Archdiocese Raps Foley Abuser’s Behavior

 MIAMI — Father Anthony Mercieca’s admitted behavior 40 years ago with a young Mark Foley “is morally reprehensible, canonically criminal and inexcusable,” the spokeswoman for the Archdiocese of Miami said Oct. 20, shortly after receiving the name of the former congressman’s alleged abuser.

Mary Ross Agosta, director of communications for the Miami Archdiocese, said Archbishop John Favalora had withdrawn from Father Mercieca the right to function as a priest and had begun an investigation that “could result in ecclesiastical sanctions” against the Maltese priest, who served in south Florida for 38 years.

The Diocese of Gozo in Malta, for which Father Mercieca was ordained in 1962, was notified of Archbishop Favalora’s decisions, the spokeswoman said. The priest, who retired in 2002 from work in the Miami Archdiocese, now lives on the Maltese island of Gozo. A notice on the Web site of the Diocese of Gozo said Bishop Mario Grech had asked his diocesan response team to investigate the abuse allegations and report back to him. It said the diocese had learned about the allegations Oct. 19 “from the international press.”


D.C. Talk Proposes Solution for Iraqi Christians

WASHINGTON — A new administrative region for Christians and other minorities in northern Iraq is the only solution to keep them from disappearing from the Shiite-majority country, said Pascale Warda, the former Iraqi minister of displacement and migration. Warda said minorities in Iraq — Assyrian Christians, Chaldean Catholics, and others — do not want a divided Iraq.

“We would like to organize a democratic and federalist Iraq,” she said.

Michael Youash, project director of the Iraqi Sustainability Democracy Project, said the administrative region with local jurisdiction would encompass the Nineveh plain and minority lands in the western part of the Dahuk region.

Youash and Warda spoke Oct. 18 at a press conference at the National Press Club in Washington. All minorities, without exclusion, could live in the region, they said. Youash said the administrative region, or governorate, is guaranteed under a constitutional provision allowing creation of such areas for minorities.

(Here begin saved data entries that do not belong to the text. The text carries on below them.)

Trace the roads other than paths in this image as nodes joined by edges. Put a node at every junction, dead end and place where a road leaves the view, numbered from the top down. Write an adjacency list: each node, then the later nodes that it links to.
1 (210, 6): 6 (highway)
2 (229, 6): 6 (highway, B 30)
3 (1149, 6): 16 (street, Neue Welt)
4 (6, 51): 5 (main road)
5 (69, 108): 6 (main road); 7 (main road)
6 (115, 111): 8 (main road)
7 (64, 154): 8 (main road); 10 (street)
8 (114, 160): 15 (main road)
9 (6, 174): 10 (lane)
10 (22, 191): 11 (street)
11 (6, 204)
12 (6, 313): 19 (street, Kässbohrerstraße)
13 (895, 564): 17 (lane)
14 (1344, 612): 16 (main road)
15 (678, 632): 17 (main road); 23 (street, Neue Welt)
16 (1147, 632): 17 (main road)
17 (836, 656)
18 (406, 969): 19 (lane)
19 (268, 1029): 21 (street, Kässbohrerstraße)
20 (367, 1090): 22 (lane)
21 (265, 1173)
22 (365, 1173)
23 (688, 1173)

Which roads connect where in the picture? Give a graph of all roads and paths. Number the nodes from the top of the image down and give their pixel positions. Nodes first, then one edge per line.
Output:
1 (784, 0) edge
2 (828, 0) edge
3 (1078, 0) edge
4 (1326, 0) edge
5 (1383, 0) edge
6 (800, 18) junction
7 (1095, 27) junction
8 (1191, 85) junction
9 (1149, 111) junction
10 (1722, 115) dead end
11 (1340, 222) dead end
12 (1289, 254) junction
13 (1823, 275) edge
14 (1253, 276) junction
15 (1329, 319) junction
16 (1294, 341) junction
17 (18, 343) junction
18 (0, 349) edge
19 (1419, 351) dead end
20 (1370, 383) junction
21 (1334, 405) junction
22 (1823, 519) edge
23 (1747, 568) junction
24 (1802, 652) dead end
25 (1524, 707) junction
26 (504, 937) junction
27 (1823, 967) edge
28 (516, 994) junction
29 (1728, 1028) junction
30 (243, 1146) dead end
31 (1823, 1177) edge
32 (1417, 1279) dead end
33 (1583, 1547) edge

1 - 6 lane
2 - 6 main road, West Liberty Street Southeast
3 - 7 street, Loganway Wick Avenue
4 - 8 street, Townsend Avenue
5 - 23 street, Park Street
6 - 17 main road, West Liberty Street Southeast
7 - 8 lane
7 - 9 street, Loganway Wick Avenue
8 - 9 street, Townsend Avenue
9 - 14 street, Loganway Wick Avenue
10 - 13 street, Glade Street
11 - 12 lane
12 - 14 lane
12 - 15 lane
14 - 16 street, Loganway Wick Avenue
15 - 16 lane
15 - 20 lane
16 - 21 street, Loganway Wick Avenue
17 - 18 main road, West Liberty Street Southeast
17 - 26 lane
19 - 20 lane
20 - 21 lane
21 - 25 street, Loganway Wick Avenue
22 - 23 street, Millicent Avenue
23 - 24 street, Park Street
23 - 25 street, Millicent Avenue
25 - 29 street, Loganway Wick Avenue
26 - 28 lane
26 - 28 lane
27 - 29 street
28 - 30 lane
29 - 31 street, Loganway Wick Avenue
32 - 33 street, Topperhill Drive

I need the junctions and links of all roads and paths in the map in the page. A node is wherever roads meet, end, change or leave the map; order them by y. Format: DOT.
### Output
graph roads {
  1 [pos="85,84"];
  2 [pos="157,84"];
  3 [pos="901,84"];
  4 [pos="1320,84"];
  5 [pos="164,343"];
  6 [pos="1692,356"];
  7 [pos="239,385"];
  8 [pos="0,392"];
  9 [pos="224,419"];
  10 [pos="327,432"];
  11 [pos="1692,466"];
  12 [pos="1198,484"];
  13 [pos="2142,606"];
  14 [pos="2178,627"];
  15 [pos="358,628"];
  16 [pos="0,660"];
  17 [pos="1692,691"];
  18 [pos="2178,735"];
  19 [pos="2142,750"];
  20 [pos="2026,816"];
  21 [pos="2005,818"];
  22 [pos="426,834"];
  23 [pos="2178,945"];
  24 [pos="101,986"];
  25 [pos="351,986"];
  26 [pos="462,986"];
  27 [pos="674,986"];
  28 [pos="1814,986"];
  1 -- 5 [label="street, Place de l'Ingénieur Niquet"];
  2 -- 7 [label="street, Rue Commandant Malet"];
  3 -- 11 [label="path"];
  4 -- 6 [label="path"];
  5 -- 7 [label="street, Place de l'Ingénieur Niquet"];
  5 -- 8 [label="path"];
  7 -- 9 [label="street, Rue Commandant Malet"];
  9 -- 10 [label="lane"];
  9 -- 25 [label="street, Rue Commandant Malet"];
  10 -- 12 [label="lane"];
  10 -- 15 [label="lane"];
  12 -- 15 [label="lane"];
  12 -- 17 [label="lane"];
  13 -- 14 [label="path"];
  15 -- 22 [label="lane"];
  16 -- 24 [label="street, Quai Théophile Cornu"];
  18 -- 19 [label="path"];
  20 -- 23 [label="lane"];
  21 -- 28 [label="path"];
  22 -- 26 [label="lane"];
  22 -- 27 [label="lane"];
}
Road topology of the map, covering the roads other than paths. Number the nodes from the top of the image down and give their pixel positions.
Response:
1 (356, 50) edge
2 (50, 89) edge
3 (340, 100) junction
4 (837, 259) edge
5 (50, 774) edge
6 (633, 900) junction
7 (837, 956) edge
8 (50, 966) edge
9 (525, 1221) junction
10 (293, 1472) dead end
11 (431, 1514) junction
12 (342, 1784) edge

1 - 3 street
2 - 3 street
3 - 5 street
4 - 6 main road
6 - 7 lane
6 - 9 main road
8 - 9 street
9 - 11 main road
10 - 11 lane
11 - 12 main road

State Conference Considers Appealing Decision

ALBANY, N.Y. — The New York State Catholic Conference said it is considering an appeal to the U.S. Supreme Court of a state court decision on mandated contraceptive services.

The Oct. 19 decision of the New York State Court of Appeals upheld a state law that forces Catholic education, health and human services ministries to provide contraception coverage in employees health plans.

“We are very disappointed with the Court of Appeals’ decision and firmly believe that it is in error,” said Richard Barnes, executive director of the New York State Catholic Conference in a statement. “Any religious organization must have the right in American society to uphold its own teachings, even if those teachings are unpopular or countercultural.”